1. O desejo de construir uma habitação para Deus (2Sm 7,1-5.8b-12.14a.16)
Quem, nesse Domingo, nos introduz nesse mistério é um trecho do Segundo Livro de Samuel, no qual se registra um dos mais importantes momentos da história do Antigo Testamento: a união das tribos do Norte (Israel) à tribo do Sul (Judá) em torno de um único rei (Davi) e de uma capital comum – Jerusalém – (fim do século XI e início do século X a. C.). Depois que a cidade de Jerusalém havia sido conquistada por Davi, a “arca da aliança” foi transportada para lá. Davi disse, então, ao profeta Natã: Vê, eu resido num palácio de cedro, e a arca de Deus está alojada numa tenda (2Sm 7,2).

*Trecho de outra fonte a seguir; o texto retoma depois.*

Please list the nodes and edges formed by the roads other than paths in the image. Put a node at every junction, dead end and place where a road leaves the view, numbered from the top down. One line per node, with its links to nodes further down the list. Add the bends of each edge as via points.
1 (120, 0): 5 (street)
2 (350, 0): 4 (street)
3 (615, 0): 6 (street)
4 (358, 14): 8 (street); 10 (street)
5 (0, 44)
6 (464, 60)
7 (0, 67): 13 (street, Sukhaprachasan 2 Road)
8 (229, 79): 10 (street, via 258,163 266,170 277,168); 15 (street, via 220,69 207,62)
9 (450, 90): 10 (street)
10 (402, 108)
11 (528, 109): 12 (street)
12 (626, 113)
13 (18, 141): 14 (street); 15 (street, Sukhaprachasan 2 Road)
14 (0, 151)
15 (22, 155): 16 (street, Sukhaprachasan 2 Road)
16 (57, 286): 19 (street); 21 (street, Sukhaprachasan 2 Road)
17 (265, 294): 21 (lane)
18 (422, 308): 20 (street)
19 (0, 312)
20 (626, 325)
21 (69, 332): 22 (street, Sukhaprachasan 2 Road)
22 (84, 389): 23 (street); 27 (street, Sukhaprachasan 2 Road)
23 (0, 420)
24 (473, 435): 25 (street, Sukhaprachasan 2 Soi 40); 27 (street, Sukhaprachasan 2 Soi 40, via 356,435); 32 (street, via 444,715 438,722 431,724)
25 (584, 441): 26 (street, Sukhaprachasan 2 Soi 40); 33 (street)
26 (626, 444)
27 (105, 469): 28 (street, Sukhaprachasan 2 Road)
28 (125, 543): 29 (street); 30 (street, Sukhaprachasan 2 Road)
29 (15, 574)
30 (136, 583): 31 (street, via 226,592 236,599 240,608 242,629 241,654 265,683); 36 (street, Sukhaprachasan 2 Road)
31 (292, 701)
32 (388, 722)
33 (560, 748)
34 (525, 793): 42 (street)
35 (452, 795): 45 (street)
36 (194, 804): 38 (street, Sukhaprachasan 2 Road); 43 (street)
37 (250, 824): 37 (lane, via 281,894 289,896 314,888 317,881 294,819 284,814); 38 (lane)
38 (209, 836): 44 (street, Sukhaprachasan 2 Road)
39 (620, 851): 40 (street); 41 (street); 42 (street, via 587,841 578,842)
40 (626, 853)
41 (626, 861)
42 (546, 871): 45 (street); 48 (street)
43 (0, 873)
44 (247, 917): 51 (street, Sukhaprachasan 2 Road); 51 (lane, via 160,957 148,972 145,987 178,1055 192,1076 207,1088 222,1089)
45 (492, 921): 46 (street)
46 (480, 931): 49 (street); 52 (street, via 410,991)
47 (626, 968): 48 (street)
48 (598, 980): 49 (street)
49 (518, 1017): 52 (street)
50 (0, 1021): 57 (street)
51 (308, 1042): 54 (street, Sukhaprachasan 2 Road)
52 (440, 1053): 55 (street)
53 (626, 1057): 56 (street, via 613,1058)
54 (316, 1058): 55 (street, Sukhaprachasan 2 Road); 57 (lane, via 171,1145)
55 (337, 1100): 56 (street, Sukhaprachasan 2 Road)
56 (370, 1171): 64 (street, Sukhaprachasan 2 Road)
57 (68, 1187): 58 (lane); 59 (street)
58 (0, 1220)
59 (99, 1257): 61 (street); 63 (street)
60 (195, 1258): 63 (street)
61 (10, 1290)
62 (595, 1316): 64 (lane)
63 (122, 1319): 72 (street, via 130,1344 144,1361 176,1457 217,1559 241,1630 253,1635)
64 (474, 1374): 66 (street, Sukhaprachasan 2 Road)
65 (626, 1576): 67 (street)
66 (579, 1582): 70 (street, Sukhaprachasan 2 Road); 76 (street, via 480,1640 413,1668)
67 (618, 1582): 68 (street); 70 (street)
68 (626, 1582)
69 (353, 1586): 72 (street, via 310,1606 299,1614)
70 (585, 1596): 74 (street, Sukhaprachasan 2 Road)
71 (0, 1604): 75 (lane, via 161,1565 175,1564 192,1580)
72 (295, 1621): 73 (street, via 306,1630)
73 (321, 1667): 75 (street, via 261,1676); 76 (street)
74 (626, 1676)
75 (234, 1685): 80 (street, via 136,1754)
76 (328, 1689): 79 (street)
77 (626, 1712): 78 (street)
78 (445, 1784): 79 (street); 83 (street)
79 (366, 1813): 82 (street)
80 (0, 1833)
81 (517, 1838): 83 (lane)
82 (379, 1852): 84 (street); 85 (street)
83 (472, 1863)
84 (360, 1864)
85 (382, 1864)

Aparentemente, uma boa iniciativa. O profeta Natã, porém, inspirado por Deus, se opõe a esse projeto. Como Davi daria uma casa, isto é, uma morada estável ao Deus que caminhara como peregrino com Israel, até então, na sua saga de libertação?! O que estava acontecendo era o contrário: Deus mesmo é quem daria a Davi uma casa, isto é, uma dinastia estável. Trata-se da aliança de Jahvé com Davi. Mais uma vez, porém, como no passado, com Noé (Cf. Gn 9), com Abraão (Cf. Gn 17) e com Moisés e o Povo no deserto (Cf. Ex19-24), através dessa sua aliança de amor com os hebreus, Deus quer chegar a
uma aliança com toda a humanidade.
Mas, talvez, se possa, também, ver na resposta de Deus um leve sorriso de brincadeira, como que dizendo: “Que pretensão essa a tua, hein, Davi, simples criatura minha, de querer construir uma casa para mim que sou a Casa, o guardião de todos os povos e de todas as criaturas? Como poderás tu me assentar num templo, por mais sagrado e amplo que seja, se nem o universo inteiro é capaz de me conter? Como posso eu ficar preso num pequeno lugar, se meu viver é ser peregrino e estar no meio de todas as pessoas, povos e nações do mundo inteiro?”
Além do mais, esta aliança davídica não tem sentido em si. Ela aponta para uma Nova Aliança, aquela que seria eterna e que seria selada no sangue do Cristo, o “Filho de Davi”. Assim, a profecia de Natã, e a promessa que ela contém, serviu como aviamento de uma nova esperança, que vai perpassar o Antigo Testamento, a saber, a esperança do Messias (Cristo = Ungido), em que o Reino de Deus se consumaria num reinado de justiça e de paz para todos os povos e todos os tempos.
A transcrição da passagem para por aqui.